Amendment 14 Section 1: equal protection phrase: nor deny to any person within its jurisdiction the equal protection of the laws.


Cities, States are exempt from income tax!

IRC Section 115 excludes from gross income any income derived from the exercise of or administration of any public function.



Churches are denied

Churches and Church ministers (which have tax exemptions) are prohibited from support or opposition of any political candidate.


Trump signed executive order  on religious liberty 



IRS Pub 1828, Tax Guide for Churches and Religious Organizations

IRS Publication 501(C)(3) Below copied from Page 7 of IRS Pub 1828: Please refer to the IRS Pub or the law behind that document for full understanding.

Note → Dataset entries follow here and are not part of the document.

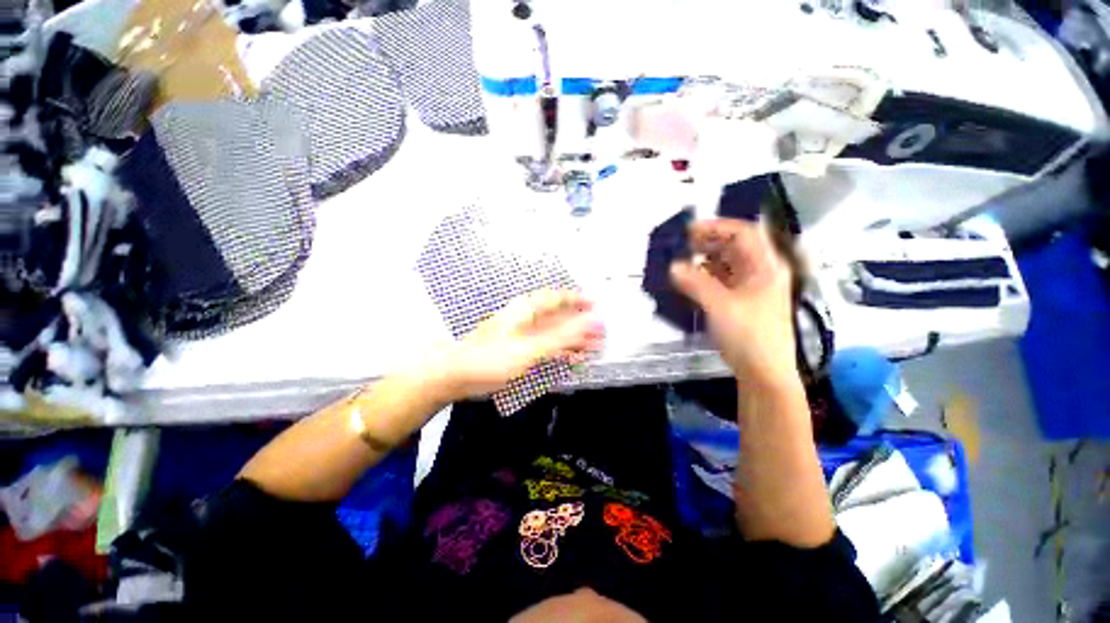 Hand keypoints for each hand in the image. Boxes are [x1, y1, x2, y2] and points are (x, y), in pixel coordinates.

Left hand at [435, 289, 603, 399]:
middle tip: (601, 334)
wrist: (455, 375)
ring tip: (592, 348)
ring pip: (554, 331)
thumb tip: (594, 322)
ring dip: (573, 339)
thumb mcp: (531, 347)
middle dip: (580, 323)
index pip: (559, 296)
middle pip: (559, 315)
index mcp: (528, 308)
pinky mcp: (519, 348)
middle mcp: (526, 316)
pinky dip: (560, 350)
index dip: (580, 299)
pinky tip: (571, 358)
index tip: (599, 306)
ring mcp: (523, 333)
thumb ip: (563, 336)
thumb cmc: (492, 358)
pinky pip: (546, 344)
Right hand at [669, 218, 796, 385]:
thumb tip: (672, 266)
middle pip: (735, 247)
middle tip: (681, 245)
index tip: (689, 231)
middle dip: (708, 243)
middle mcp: (761, 273)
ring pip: (727, 265)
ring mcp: (752, 289)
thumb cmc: (749, 335)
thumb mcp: (720, 305)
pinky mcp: (742, 303)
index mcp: (766, 266)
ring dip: (705, 260)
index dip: (717, 227)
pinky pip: (722, 282)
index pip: (744, 233)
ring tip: (681, 261)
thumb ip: (695, 283)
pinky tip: (690, 281)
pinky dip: (706, 278)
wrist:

Political Campaign Activity

Under the Internal Revenue Code, all IRC Section 501(c)(3) organizations, including churches and religious organizations, are absolutely prohibited from directly or indirectly participating in, or intervening in, any political campaign on behalf of (or in opposition to) any candidate for elective public office. Contributions to political campaign funds or public statements of position (verbal or written) made by or on behalf of the organization in favor of (or in opposition to) any candidate for public office clearly violate the prohibition against political campaign activity. Violation of this prohibition may result in denial or revocation of tax-exempt status and the imposition of excise tax.


Certain activities or expenditures may not be prohibited depending on the facts and circumstances. For example, certain voter education activities (including  the presentation of public forums and the publication of voter education guides)  conducted in a non-partisan manner do not constitute prohibited political  campaign activity. In addition, other activities intended to encourage people to participate in the electoral process, such as voter registration and get-out-the-vote drives, would not constitute prohibited political campaign activity if conducted in a non-partisan manner. On the other hand, voter education or registration activities with evidence of bias that: (a) would favor one candidate over another; (b) oppose a candidate in some manner; or (c) have the effect of favoring a candidate or group of candidates, will constitute prohibited participation or intervention.


As a candidate for congress, I have participated in a political forum at a Church.


Johnson Motive?

Below Quote from this web site:

“As background, then-Senator Lyndon Johnson introduced the amendment, purportedly motivated by activities of charities allied to one of his opponents during his 1954 primary election. A charitable organization formed in opposition to the New Deal, the Committee for Constitutional Government, launched a campaign that suggested that a vote for the incumbent (Johnson) was a vote for socialism in Washington. The campaign, which was both unusual and initially a threat to Johnson, resulted in Johnson questioning the legality of the committee’s actions. Upon learning that those actions were legal, Johnson introduced the amendment on July 2, 1954. The amendment was enacted without any committee hearings or floor discussion.”


The Churches were very active in our nation’s beginning. We need the Church to teach the people what their vote means.